We have taken on a very large project that may take years to complete, losing weight and keeping it off. It is very hard work. I think overcoming food addiction is harder than quitting smoking or doing drugs or drinking alcohol. We need to eat, we don't need to smoke, do drug or drink alcohol. That is why it is so hard. It's not like you can say, I'm never going to touch food again.

We are all human and not perfect. We make mistakes, we fall off the wagon but we dust ourselves off and try again. Learn from your mistakes. Don't dwell on them and let them take control of your life. I think that is where the real failure is, agonizing over something that is done instead of recognizing that something needs to change so that it doesn't happen again.

I hear a lot of time from a lot of different people, I have to do this or that. The plain and simple truth is that you don't have to do anything you don't want to do. You may feel that you do because that is how you've been raised...to be the good girl, to do the right thing. There's a thread up about somebody taking cookies to work and that is was expected they would make cookies or someone was making cookies for their husband. Well that is what everyone expects of you but you and I both know that it is completely the wrong thing for you to do yet we do it because it is expected, we have to do it. I hate when people say that to me. My SIL is having a baby shower for my other SIL and even though I have given her several hundred dollars of baby stuff free I'll likely still be expected to go to the shower with a gift even though I don't want to go because that is what is expected of me, the nice thing to do. Well I'll tell you right now that I'm not going and I don't care what anyone says. My SIL that is having the baby already knows I don't want to go and she could care less but I know I'll get it from the other SIL, my MIL and my husband, why aren't I going?
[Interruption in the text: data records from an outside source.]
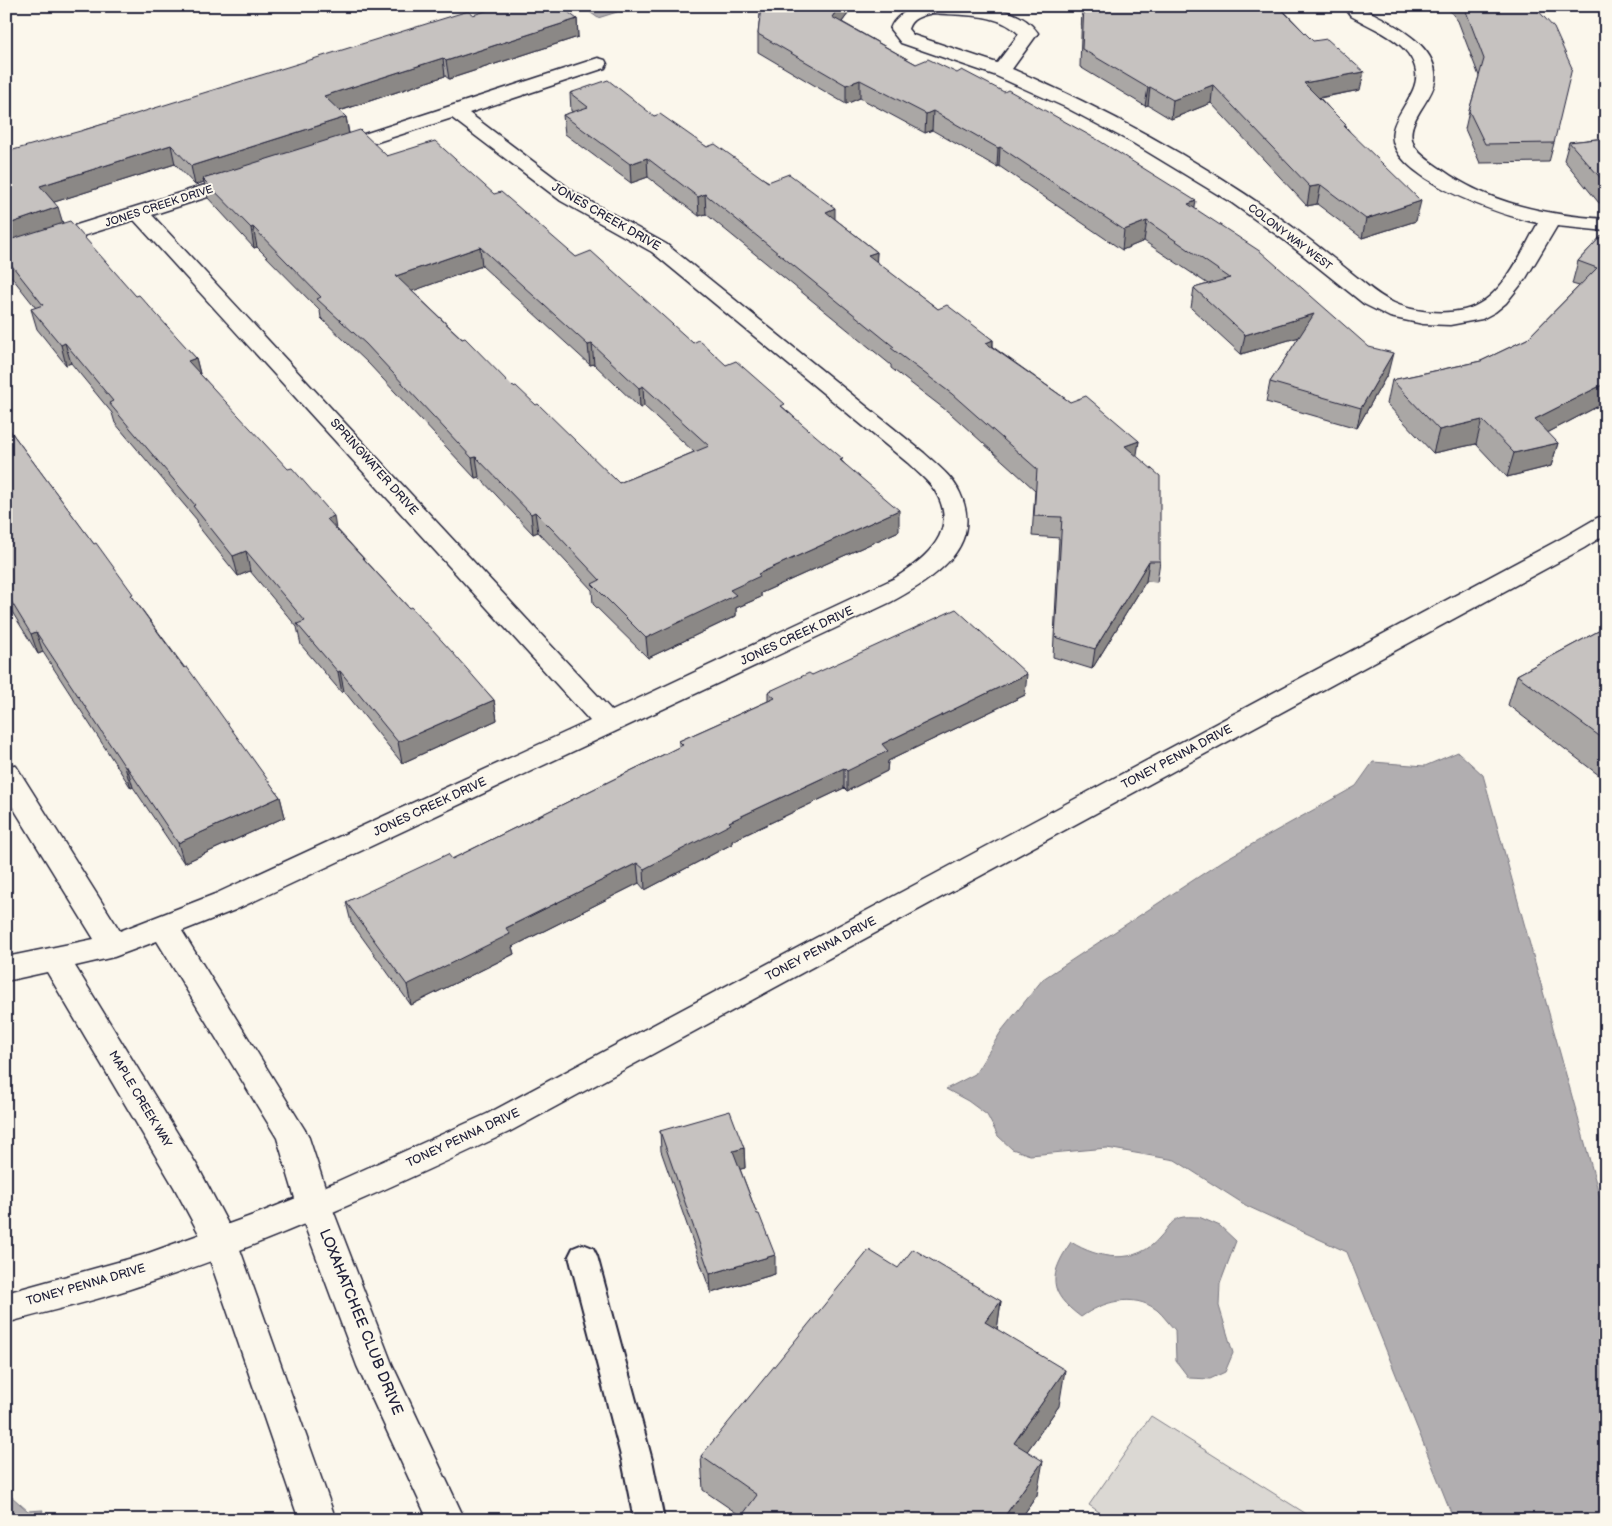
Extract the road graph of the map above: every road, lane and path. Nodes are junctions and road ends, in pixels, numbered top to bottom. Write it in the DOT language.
graph roads {
  1 [pos="1357,12"];
  2 [pos="598,64"];
  3 [pos="1001,71"];
  4 [pos="455,111"];
  5 [pos="312,157"];
  6 [pos="260,173"];
  7 [pos="139,213"];
  8 [pos="1551,219"];
  9 [pos="1606,224"];
  10 [pos="6,254"];
  11 [pos="1606,523"];
  12 [pos="608,723"];
  13 [pos="6,773"];
  14 [pos="164,927"];
  15 [pos="114,946"];
  16 [pos="56,960"];
  17 [pos="6,969"];
  18 [pos="314,1205"];
  19 [pos="220,1241"];
  20 [pos="583,1256"];
  21 [pos="6,1308"];
  22 [pos="318,1520"];
  23 [pos="447,1520"];
  24 [pos="649,1520"];
  1 -- 8 [label="street"];
  2 -- 4 [label="street"];
  3 -- 3 [label="street, COLONY WAY WEST"];
  3 -- 8 [label="street, COLONY WAY WEST"];
  4 -- 5 [label="street"];
  4 -- 12 [label="street, JONES CREEK DRIVE"];
  6 -- 7 [label="street, JONES CREEK DRIVE"];
  7 -- 10 [label="street, JONES CREEK DRIVE"];
  7 -- 12 [label="street, SPRINGWATER DRIVE"];
  8 -- 9 [label="street"];
  11 -- 18 [label="street, TONEY PENNA DRIVE"];
  12 -- 14 [label="street, JONES CREEK DRIVE"];
  13 -- 15 [label="street"];
  14 -- 15 [label="street, JONES CREEK DRIVE"];
  14 -- 18 [label="street"];
  15 -- 16 [label="street, JONES CREEK DRIVE"];
  16 -- 17 [label="street, JONES CREEK DRIVE"];
  16 -- 19 [label="street, MAPLE CREEK WAY"];
  18 -- 19 [label="street, TONEY PENNA DRIVE"];
  18 -- 23 [label="street, LOXAHATCHEE CLUB DRIVE"];
  19 -- 21 [label="street, TONEY PENNA DRIVE"];
  19 -- 22 [label="street"];
  20 -- 24 [label="lane"];
}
Stop living so much for other people. We make all kinds of excuses why we haven't lost weight. The baby was sick, I don't have time, I ate cookies I made for someone else. I love my baby of course but he's not attached to my hip 24/7. I can't blame him because I eat like a horse or don't workout. I have some time, I can't blame him because I'd rather sit on the couch and watch tv or waste my time in other frivolous ways.

Does anyone else feel that you've just wasted enormous amounts of time pretending you are trying to lose weight and just not gotten anywhere at all? How many of us can honestly, honestly say, YES I have done my best to lose weight. My best doesn't include eating 3 Cadbury Easter Cream eggs in one day. (drat those Cadbury people - see I'm trying to foist responsibility on to someone else)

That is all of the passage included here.